Sim execution model

The sim engine has the same architectural shape as fit's recipe engine — selector → list → dispatch → run → aggregate → render — but the per-scenario executor is kind-specific. This doc walks the run.

What you'll understand after this:

- The two executors (load, chaos) and what each does.

- How sequential vs. parallel execution affects scenarios that share state.

- The shape of the per-kind executor result.

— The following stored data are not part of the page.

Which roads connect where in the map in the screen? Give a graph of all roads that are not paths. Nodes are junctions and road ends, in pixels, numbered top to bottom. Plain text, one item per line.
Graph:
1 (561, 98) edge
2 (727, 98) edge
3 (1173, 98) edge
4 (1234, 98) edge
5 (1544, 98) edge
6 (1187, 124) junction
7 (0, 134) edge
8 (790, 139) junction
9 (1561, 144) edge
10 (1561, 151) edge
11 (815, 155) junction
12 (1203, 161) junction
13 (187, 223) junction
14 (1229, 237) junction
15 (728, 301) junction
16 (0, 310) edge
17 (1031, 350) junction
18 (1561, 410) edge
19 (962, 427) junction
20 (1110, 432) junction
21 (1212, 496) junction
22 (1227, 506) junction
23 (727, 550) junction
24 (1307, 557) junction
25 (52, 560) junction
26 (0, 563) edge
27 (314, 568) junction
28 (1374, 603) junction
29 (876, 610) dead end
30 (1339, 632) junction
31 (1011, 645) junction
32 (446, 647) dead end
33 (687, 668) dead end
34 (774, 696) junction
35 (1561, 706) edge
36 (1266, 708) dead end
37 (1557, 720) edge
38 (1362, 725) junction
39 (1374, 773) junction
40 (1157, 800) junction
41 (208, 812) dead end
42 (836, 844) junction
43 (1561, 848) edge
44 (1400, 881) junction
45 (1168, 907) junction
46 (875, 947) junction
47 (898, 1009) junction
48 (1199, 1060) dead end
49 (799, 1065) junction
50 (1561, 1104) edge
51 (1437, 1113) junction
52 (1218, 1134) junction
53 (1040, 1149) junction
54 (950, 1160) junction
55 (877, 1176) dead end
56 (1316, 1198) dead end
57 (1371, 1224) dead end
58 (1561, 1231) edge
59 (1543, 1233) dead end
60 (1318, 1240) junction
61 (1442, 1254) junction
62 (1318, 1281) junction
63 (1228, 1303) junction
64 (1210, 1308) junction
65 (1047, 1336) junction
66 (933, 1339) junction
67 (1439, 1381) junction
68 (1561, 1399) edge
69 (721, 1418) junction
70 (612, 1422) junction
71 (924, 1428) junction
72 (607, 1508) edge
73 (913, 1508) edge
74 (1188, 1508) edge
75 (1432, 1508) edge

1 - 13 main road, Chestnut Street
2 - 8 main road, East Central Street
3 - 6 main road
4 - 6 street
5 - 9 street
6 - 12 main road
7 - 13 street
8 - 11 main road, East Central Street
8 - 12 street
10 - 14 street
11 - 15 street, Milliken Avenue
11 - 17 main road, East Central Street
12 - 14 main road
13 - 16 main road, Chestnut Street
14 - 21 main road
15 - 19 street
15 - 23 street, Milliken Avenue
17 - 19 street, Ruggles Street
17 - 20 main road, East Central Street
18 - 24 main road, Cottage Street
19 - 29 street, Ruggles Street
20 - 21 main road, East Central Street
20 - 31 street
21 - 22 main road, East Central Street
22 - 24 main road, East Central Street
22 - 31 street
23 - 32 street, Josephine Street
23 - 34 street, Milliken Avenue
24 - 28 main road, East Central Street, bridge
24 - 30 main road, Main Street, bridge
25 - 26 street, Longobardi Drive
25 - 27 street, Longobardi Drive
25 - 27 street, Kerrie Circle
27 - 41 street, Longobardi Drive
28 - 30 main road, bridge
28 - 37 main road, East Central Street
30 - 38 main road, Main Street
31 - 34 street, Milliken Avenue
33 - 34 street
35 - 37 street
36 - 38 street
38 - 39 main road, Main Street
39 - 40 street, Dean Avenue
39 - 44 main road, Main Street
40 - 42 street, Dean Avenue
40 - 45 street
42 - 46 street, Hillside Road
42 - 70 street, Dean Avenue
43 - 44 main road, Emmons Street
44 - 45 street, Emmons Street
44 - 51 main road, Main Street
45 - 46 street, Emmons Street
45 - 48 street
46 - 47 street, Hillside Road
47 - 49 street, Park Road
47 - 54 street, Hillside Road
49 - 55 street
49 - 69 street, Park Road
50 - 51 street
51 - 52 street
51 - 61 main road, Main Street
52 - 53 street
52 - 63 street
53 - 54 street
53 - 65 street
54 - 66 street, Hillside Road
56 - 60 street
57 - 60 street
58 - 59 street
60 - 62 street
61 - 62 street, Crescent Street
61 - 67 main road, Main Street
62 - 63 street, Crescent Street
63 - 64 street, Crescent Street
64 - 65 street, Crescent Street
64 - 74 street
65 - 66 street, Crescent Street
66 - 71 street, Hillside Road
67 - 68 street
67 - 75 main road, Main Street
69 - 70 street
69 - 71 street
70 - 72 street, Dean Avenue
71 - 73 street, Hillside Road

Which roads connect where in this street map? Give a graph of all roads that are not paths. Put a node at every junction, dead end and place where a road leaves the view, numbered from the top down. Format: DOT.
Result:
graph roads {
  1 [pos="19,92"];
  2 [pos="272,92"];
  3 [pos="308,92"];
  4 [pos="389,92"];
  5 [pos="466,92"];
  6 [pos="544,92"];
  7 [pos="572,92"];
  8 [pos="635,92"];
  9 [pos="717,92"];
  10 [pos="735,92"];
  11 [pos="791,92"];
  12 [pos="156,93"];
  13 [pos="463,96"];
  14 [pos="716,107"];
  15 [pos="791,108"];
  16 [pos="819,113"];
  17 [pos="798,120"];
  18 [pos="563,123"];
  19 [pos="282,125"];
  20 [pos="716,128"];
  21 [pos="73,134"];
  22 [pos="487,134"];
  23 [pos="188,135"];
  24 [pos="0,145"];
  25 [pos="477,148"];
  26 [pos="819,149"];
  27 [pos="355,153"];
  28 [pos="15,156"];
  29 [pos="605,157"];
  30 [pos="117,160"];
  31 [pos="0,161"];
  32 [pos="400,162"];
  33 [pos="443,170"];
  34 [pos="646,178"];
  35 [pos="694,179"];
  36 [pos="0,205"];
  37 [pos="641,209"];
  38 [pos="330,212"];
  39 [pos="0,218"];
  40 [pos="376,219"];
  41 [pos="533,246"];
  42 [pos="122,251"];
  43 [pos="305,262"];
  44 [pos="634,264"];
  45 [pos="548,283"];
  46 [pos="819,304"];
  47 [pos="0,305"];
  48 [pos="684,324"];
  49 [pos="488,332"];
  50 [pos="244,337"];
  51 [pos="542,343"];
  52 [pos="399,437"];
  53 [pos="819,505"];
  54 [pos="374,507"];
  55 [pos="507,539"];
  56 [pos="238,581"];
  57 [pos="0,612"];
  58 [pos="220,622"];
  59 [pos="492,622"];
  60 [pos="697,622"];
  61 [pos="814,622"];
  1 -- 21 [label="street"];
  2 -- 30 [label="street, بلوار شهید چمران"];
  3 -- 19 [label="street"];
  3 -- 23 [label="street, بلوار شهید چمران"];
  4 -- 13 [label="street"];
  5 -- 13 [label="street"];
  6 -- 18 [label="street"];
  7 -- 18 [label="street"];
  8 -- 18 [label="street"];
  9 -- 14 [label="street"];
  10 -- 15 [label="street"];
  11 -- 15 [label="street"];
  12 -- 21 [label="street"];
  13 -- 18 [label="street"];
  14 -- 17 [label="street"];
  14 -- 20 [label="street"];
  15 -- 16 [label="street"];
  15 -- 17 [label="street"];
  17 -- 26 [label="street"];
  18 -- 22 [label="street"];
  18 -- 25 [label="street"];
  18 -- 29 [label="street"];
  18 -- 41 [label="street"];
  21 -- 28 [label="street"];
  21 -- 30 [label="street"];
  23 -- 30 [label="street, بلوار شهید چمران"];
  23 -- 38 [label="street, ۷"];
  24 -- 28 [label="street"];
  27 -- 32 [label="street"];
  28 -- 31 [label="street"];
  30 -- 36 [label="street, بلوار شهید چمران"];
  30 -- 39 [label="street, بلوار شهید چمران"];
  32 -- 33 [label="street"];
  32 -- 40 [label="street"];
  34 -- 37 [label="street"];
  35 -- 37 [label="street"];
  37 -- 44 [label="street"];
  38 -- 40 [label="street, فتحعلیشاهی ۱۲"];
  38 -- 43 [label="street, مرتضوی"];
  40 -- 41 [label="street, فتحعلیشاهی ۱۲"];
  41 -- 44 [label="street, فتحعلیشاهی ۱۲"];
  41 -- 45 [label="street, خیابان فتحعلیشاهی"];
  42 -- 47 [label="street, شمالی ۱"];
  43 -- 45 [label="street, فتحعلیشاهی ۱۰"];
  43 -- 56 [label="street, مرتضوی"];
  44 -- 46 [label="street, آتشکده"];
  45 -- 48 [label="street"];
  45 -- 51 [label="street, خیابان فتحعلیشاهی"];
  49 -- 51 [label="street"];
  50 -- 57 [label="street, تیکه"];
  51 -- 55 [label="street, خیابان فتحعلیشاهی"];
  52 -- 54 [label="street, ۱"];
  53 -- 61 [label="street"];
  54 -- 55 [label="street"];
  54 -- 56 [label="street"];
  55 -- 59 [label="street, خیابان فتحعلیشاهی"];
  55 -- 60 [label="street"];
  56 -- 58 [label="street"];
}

- How the run aggregates into a SimDoneResult.

The lifecycle

opensip sim --recipe <name>
  → simulationTool.action(opts)
       → executeSim(args)                                                   ↓
            → loadProjectConfig + load sim-domain plugins                     │
            → resolve recipe (or default)                                    │
            → expand selector → scenario list                                │
            → for each scenario (in mode order):                             │
                 ┌─────────────────────────────────────────────────────┐    │
                 │  await scenario.run(ctx)   /* polymorphic */        │    │
                 │                                                     │    │
                 │  Extension points (not runtime dispatch — the       │    │
                 │  RunnableScenario produced by define*Scenario       │    │
                 │  already carries the kind-bound run() method):      │    │
                 │      kind 'load'   → kinds/load/executor            │    │
                 │      kind 'chaos'  → kinds/chaos/executor           │    │
                 └─────────────────────────────────────────────────────┘    │
            → aggregate results into SimDoneResult                           │
       → render (Ink or JSON)                                                │
       → set exit code (1 if any scenario failed)                            ▼
                                                                       shell prompt

Both executors live under packages/simulation/engine/src/kinds/<kind>/executor.ts. Each accepts a kind-specific config (validated at define*Scenario time, carrying the BYO target + workload) and a ScenarioExecutionContext (signal/abort, correlation id, logger).

The executors

Load executor

packages/simulation/engine/src/kinds/load/executor.ts

The load executor delegates to the shared runLoadWindow driver

(packages/simulation/engine/src/framework/execution/run-load-window.ts). Its job:

Ramp + pace. Increase the issue rate from 0 to workload.rps over workload.rampUp seconds, then sustain for duration seconds.
Drive the target. Per request: call config.target, bounded by workload.concurrency in-flight; resolve = success, throw/abort = failure. Measure real wall-clock latency.
Collect. Aggregate SimulationMetrics — total/successful/failed requests, error count, p50/p95/p99 latency.
Assert. Run each assertion against the measured metrics. The scenario passes iff every assertion passes.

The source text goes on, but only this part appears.